Task directions:
Go through the data and retrieve each line that includes the string "Kuusamakuja".

Study material:
=== Begin Enclosure ===

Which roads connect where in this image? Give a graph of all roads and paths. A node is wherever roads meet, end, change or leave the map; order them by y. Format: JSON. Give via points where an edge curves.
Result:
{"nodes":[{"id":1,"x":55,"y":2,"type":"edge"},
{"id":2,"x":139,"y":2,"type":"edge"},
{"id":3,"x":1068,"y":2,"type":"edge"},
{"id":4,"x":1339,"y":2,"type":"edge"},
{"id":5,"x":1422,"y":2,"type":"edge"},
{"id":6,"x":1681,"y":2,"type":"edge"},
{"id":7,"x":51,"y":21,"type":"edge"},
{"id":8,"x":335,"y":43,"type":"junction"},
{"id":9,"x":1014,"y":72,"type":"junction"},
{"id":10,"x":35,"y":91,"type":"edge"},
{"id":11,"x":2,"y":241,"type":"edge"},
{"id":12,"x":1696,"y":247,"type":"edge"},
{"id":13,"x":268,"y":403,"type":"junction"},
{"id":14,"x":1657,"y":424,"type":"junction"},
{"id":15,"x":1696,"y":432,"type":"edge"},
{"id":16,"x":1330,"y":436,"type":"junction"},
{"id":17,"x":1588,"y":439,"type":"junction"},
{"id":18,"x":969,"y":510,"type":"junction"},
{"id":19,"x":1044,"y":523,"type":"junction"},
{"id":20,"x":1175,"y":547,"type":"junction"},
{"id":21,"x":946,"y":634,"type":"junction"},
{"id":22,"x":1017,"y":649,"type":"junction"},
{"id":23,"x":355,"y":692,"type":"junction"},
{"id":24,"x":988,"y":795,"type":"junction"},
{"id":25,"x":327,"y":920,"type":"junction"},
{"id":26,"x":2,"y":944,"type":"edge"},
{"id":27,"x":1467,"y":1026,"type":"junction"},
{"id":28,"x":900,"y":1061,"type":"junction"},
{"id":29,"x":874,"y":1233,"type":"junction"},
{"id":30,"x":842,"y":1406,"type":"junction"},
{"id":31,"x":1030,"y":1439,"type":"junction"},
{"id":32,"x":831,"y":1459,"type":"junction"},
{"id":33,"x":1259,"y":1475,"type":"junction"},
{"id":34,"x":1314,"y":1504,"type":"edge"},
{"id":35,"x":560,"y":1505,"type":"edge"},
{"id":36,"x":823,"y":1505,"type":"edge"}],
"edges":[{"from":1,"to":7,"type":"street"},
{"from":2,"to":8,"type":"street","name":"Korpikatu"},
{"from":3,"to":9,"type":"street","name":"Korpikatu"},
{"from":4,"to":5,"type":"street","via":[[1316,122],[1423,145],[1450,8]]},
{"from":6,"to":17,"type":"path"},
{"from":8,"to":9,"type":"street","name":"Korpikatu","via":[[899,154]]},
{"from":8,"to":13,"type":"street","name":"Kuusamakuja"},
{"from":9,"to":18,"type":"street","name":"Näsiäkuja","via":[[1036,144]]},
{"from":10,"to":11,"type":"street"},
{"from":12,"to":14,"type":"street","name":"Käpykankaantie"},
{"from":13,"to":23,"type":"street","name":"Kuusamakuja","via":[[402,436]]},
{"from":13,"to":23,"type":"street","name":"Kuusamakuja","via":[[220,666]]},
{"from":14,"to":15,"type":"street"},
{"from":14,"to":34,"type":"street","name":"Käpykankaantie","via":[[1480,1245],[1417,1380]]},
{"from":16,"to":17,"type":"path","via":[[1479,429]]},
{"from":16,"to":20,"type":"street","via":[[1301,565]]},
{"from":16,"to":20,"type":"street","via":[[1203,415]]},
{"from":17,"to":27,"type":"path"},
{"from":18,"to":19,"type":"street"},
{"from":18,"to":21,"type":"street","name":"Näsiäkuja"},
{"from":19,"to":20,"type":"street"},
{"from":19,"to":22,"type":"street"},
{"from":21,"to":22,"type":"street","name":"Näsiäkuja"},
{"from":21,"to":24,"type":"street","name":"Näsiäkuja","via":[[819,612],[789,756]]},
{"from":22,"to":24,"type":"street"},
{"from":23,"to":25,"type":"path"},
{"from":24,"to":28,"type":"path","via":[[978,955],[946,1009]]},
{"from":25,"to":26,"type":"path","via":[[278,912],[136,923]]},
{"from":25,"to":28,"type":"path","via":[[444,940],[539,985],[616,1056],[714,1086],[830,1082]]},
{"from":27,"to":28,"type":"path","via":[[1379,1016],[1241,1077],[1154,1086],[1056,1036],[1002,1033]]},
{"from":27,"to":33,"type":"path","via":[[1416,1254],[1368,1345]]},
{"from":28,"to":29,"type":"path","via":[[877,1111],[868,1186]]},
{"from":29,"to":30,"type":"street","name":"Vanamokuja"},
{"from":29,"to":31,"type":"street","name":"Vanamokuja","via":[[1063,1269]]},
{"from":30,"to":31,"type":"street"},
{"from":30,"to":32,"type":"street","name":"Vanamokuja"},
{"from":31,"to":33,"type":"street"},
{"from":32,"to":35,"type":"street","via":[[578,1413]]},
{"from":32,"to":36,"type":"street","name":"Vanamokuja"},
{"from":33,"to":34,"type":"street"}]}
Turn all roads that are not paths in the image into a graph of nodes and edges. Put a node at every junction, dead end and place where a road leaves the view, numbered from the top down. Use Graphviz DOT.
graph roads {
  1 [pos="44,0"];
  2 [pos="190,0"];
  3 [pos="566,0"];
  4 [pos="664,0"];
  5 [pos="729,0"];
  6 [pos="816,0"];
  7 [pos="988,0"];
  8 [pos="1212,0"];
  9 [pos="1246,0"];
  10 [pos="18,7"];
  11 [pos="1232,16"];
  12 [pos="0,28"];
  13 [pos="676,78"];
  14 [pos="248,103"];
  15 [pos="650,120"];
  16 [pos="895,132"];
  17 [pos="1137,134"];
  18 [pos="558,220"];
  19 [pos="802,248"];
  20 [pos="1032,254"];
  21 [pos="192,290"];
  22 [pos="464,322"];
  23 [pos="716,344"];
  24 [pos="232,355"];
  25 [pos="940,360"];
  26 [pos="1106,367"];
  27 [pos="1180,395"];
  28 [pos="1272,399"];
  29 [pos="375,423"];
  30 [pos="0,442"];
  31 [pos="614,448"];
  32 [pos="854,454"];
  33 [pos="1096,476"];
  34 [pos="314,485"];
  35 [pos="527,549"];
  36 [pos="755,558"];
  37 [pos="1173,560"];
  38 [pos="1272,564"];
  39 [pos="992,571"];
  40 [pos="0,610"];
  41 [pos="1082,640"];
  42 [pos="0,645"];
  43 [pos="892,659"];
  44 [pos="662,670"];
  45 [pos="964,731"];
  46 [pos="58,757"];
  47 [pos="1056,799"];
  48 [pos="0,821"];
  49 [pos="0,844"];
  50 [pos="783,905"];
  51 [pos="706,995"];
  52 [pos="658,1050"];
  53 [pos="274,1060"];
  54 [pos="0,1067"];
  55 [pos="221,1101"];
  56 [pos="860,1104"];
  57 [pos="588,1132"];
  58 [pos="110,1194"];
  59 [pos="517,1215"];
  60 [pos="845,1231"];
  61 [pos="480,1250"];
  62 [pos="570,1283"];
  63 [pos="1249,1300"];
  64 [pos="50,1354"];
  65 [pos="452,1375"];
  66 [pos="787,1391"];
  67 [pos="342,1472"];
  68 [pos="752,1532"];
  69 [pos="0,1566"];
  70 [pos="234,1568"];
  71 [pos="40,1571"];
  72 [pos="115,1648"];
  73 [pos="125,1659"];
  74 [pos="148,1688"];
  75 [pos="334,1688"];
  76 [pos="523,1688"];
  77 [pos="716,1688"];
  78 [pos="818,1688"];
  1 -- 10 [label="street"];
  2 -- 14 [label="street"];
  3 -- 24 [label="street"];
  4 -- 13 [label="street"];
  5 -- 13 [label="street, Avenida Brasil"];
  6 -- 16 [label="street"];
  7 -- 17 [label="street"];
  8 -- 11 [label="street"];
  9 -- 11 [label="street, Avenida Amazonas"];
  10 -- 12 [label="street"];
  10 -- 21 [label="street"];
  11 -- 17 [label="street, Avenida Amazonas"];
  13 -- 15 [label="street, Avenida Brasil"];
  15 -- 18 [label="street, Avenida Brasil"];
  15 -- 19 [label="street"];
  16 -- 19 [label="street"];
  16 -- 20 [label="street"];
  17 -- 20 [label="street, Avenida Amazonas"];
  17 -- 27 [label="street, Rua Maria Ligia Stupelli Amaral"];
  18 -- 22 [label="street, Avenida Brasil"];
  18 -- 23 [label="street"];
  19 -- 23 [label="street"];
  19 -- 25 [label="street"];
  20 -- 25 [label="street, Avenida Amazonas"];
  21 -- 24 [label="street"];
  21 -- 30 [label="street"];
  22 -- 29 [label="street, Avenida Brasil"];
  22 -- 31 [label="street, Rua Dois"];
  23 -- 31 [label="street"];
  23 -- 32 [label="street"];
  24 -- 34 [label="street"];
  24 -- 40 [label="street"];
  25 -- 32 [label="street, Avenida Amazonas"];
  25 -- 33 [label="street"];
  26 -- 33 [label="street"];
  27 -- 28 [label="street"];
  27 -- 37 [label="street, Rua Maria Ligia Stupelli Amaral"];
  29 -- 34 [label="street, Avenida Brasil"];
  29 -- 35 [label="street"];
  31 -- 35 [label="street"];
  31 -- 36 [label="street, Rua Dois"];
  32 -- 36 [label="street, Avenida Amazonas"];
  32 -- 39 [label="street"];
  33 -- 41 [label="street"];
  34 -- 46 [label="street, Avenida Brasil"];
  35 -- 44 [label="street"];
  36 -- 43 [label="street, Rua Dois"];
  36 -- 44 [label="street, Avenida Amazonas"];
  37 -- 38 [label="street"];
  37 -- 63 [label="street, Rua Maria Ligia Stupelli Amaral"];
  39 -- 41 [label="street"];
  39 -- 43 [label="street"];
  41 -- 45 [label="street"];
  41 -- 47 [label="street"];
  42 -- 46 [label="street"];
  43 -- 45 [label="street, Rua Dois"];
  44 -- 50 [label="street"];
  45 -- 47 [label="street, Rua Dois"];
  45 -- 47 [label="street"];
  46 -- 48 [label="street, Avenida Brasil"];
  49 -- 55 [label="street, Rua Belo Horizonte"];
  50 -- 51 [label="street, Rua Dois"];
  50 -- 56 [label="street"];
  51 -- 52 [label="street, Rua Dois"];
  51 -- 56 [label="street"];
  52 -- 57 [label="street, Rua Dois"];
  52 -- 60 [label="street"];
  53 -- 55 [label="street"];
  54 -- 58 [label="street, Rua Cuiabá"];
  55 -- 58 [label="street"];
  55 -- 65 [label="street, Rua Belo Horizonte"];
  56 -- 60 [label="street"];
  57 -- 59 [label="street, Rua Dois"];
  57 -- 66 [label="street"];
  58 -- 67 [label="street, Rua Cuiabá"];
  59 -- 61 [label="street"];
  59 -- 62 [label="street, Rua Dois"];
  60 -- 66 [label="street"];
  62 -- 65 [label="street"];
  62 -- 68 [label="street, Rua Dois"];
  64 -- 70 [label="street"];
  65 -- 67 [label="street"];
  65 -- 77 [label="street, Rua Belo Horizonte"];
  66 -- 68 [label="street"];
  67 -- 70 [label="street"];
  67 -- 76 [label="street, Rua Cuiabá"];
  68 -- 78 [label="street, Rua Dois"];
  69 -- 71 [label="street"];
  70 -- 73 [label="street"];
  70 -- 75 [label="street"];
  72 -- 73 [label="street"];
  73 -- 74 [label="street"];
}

=== End Enclosure ===

Task solution:
{"from":8,"to":13,"type":"street","name":"Kuusamakuja"},
{"from":13,"to":23,"type":"street","name":"Kuusamakuja","via":[[402,436]]},
{"from":13,"to":23,"type":"street","name":"Kuusamakuja","via":[[220,666]]},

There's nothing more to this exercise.